A faithful copy of the data is what is wanted, minus any pictures.

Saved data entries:
-- Opening Marker --
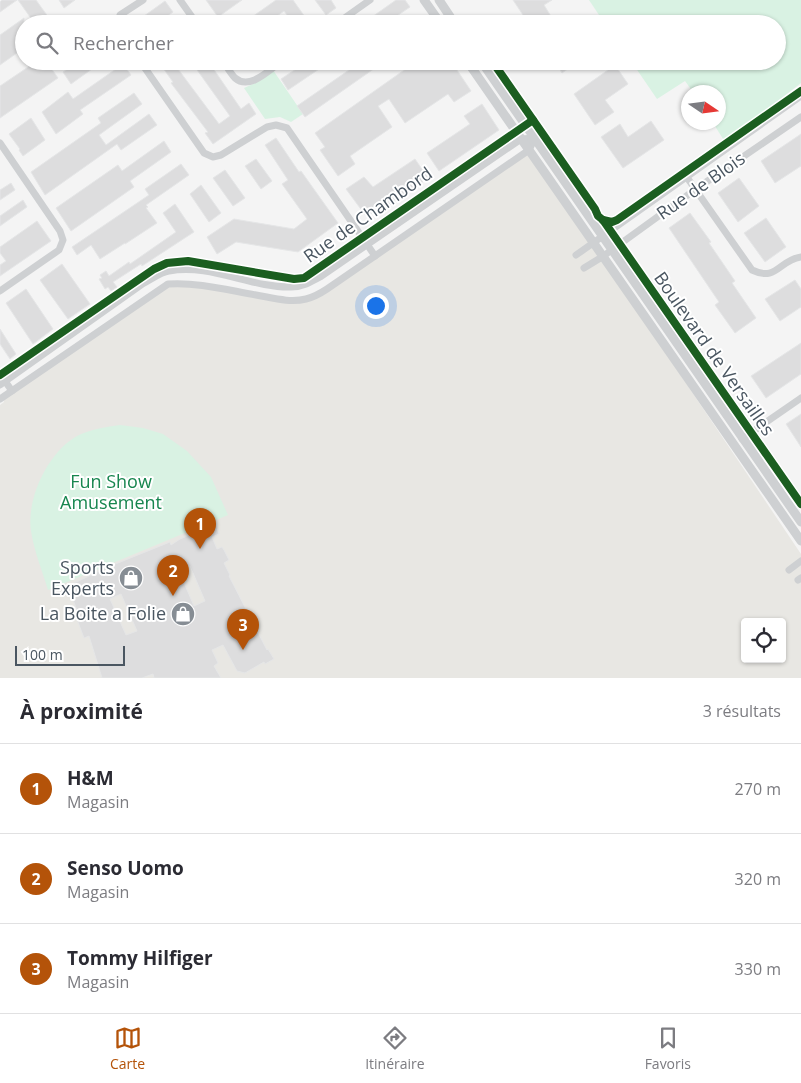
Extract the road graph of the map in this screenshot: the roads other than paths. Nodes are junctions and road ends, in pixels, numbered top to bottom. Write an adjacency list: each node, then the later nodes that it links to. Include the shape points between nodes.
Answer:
1 (143, 0): 6 (street)
2 (180, 0): 7 (street)
3 (370, 0): 8 (street)
4 (424, 0): 9 (street)
5 (439, 0): 10 (street)
6 (121, 15)
7 (191, 15)
8 (349, 15)
9 (434, 15)
10 (449, 15)
11 (146, 70): 25 (street, via 204,153 213,157 267,126 287,128)
12 (229, 70): 13 (street, via 235,78 247,82)
13 (269, 70)
14 (473, 70): 19 (street, Boulevard de Versailles)
15 (487, 70): 18 (street, Boulevard de Versailles)
16 (801, 96): 22 (street, Rue de Blois)
17 (801, 117): 23 (street, Rue de Blois)
18 (535, 138): 19 (street); 21 (street); 24 (street, Boulevard de Versailles)
19 (521, 139): 21 (street, Boulevard de Versailles); 25 (street, Rue de Chambord)
20 (0, 143): 33 (street, via 63,240 59,250)
21 (529, 150): 26 (street, Boulevard de Versailles); 29 (street)
22 (686, 176): 23 (street); 24 (street, Rue de Blois)
23 (696, 189): 27 (street, Rue de Blois); 31 (street, via 752,270 762,275 770,274)
24 (604, 236): 26 (street, Rue de Blois); 27 (street, Boulevard de Versailles)
25 (367, 244): 29 (street); 35 (street, Rue de Chambord, via 320,277 293,287 184,269 166,271 144,282)
26 (592, 244): 28 (street, Rue de Blois); 30 (street, Boulevard de Versailles)
27 (613, 249): 30 (street, Rue de Blois); 39 (street, Boulevard de Versailles)
28 (576, 255)
29 (374, 256): 36 (street, via 327,289 306,299 285,300 184,283 168,284)
30 (602, 257): 32 (street, Rue de Blois); 41 (street, Boulevard de Versailles)
31 (801, 257)
32 (584, 268)
33 (0, 291)
34 (0, 374): 35 (street)
35 (3, 383): 36 (street)
36 (12, 391): 37 (street)
37 (1, 397)
38 (801, 398): 39 (street)
39 (742, 439): 40 (street, Boulevard de Versailles)
40 (801, 522)
41 (801, 541)
42 (801, 561): 43 (street)
43 (789, 570)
-- Closing Marker --
* _WRITTEN SOLUTION_:
Extract the road graph of the map in this screenshot: the roads other than paths. Nodes are junctions and road ends, in pixels, numbered top to bottom. Write an adjacency list: each node, then the later nodes that it links to. Include the shape points between nodes.
Answer:
1 (143, 0): 6 (street)
2 (180, 0): 7 (street)
3 (370, 0): 8 (street)
4 (424, 0): 9 (street)
5 (439, 0): 10 (street)
6 (121, 15)
7 (191, 15)
8 (349, 15)
9 (434, 15)
10 (449, 15)
11 (146, 70): 25 (street, via 204,153 213,157 267,126 287,128)
12 (229, 70): 13 (street, via 235,78 247,82)
13 (269, 70)
14 (473, 70): 19 (street, Boulevard de Versailles)
15 (487, 70): 18 (street, Boulevard de Versailles)
16 (801, 96): 22 (street, Rue de Blois)
17 (801, 117): 23 (street, Rue de Blois)
18 (535, 138): 19 (street); 21 (street); 24 (street, Boulevard de Versailles)
19 (521, 139): 21 (street, Boulevard de Versailles); 25 (street, Rue de Chambord)
20 (0, 143): 33 (street, via 63,240 59,250)
21 (529, 150): 26 (street, Boulevard de Versailles); 29 (street)
22 (686, 176): 23 (street); 24 (street, Rue de Blois)
23 (696, 189): 27 (street, Rue de Blois); 31 (street, via 752,270 762,275 770,274)
24 (604, 236): 26 (street, Rue de Blois); 27 (street, Boulevard de Versailles)
25 (367, 244): 29 (street); 35 (street, Rue de Chambord, via 320,277 293,287 184,269 166,271 144,282)
26 (592, 244): 28 (street, Rue de Blois); 30 (street, Boulevard de Versailles)
27 (613, 249): 30 (street, Rue de Blois); 39 (street, Boulevard de Versailles)
28 (576, 255)
29 (374, 256): 36 (street, via 327,289 306,299 285,300 184,283 168,284)
30 (602, 257): 32 (street, Rue de Blois); 41 (street, Boulevard de Versailles)
31 (801, 257)
32 (584, 268)
33 (0, 291)
34 (0, 374): 35 (street)
35 (3, 383): 36 (street)
36 (12, 391): 37 (street)
37 (1, 397)
38 (801, 398): 39 (street)
39 (742, 439): 40 (street, Boulevard de Versailles)
40 (801, 522)
41 (801, 541)
42 (801, 561): 43 (street)
43 (789, 570)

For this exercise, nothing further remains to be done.